** Opening DATA SUPPLIED block **

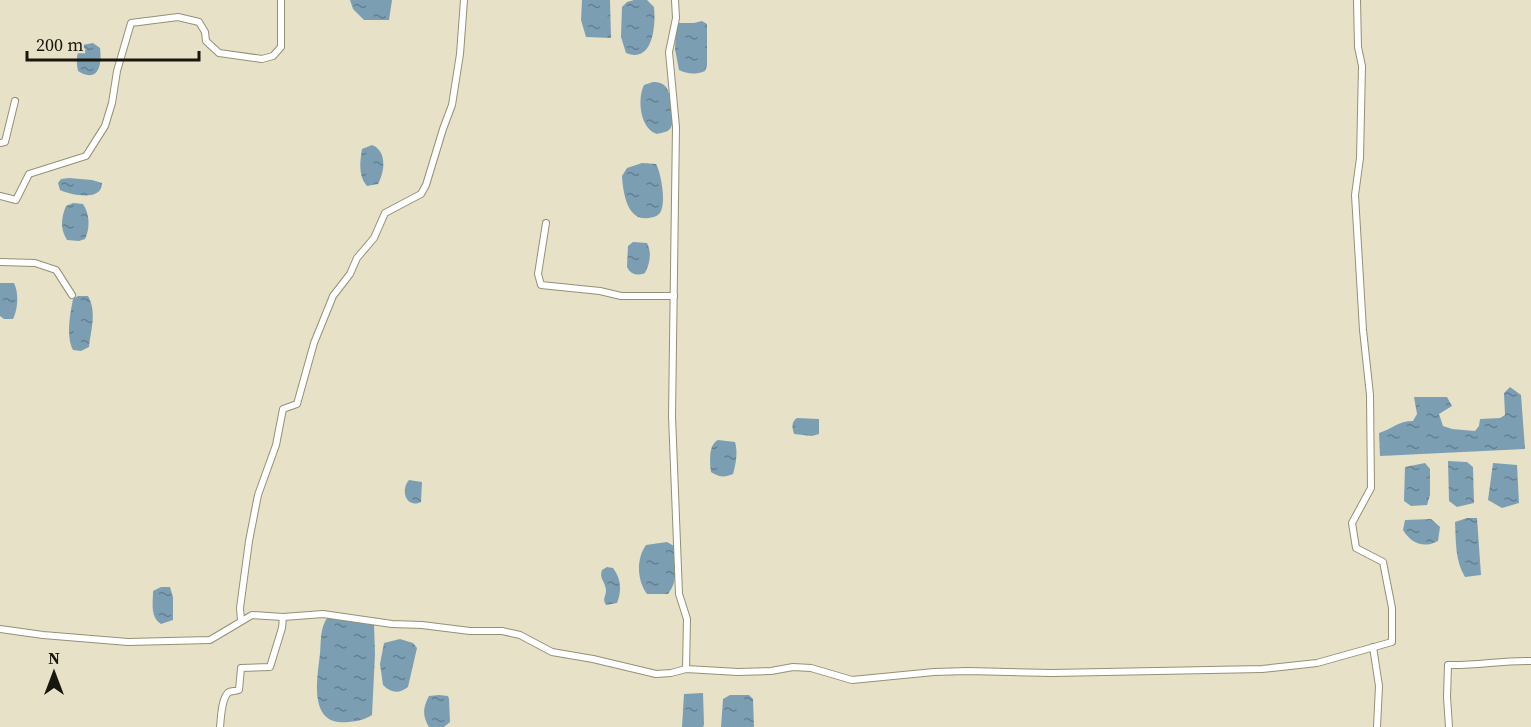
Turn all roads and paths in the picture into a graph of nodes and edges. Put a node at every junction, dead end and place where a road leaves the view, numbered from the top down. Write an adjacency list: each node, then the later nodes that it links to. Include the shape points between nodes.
1 (281, 0): 7 (street, via 281,47 273,56 262,59 219,53 206,42 199,22 178,17 131,23 105,126 86,156 29,174 16,200)
2 (464, 0): 13 (street, via 452,105 426,185 421,194 385,213 374,238 333,296 314,343 297,404 282,412 276,445 254,513)
3 (675, 0): 11 (street, via 676,18 669,52 676,127)
4 (1357, 0): 15 (street, via 1362,66 1355,195 1370,395 1371,488 1352,523 1356,548 1383,562 1392,608 1392,642)
5 (15, 101): 6 (street, via 5,142)
6 (0, 143)
7 (0, 196)
8 (546, 223): 11 (street, via 538,274 542,285 621,296)
9 (0, 262): 10 (street, via 35,263 56,270)
10 (72, 296)
11 (674, 296): 17 (street, via 673,450 679,594 687,619)
12 (284, 617): 13 (street, via 252,615); 17 (street, via 323,614 392,624 502,631 520,635 552,652 656,674); 18 (street, via 270,667 241,668 238,690 230,692 223,704)
13 (241, 620): 14 (street, via 210,640 158,642)
14 (0, 629)
15 (1373, 647): 17 (street, via 1317,663 1262,669 1052,674 968,671 852,680 811,668 738,672); 19 (street, via 1379,686)
16 (1531, 661): 20 (street, via 1448,665)
17 (686, 669)
18 (220, 727)
19 (1377, 727)
20 (1449, 727)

** Closing DATA SUPPLIED block **

#### WORK INSTRUCTIONS:
Print all of the entries word for word. Omit the pictures they contain.

#### SOLUTION FOR THIS EXERCISE:
Turn all roads and paths in the picture into a graph of nodes and edges. Put a node at every junction, dead end and place where a road leaves the view, numbered from the top down. Write an adjacency list: each node, then the later nodes that it links to. Include the shape points between nodes.
1 (281, 0): 7 (street, via 281,47 273,56 262,59 219,53 206,42 199,22 178,17 131,23 105,126 86,156 29,174 16,200)
2 (464, 0): 13 (street, via 452,105 426,185 421,194 385,213 374,238 333,296 314,343 297,404 282,412 276,445 254,513)
3 (675, 0): 11 (street, via 676,18 669,52 676,127)
4 (1357, 0): 15 (street, via 1362,66 1355,195 1370,395 1371,488 1352,523 1356,548 1383,562 1392,608 1392,642)
5 (15, 101): 6 (street, via 5,142)
6 (0, 143)
7 (0, 196)
8 (546, 223): 11 (street, via 538,274 542,285 621,296)
9 (0, 262): 10 (street, via 35,263 56,270)
10 (72, 296)
11 (674, 296): 17 (street, via 673,450 679,594 687,619)
12 (284, 617): 13 (street, via 252,615); 17 (street, via 323,614 392,624 502,631 520,635 552,652 656,674); 18 (street, via 270,667 241,668 238,690 230,692 223,704)
13 (241, 620): 14 (street, via 210,640 158,642)
14 (0, 629)
15 (1373, 647): 17 (street, via 1317,663 1262,669 1052,674 968,671 852,680 811,668 738,672); 19 (street, via 1379,686)
16 (1531, 661): 20 (street, via 1448,665)
17 (686, 669)
18 (220, 727)
19 (1377, 727)
20 (1449, 727)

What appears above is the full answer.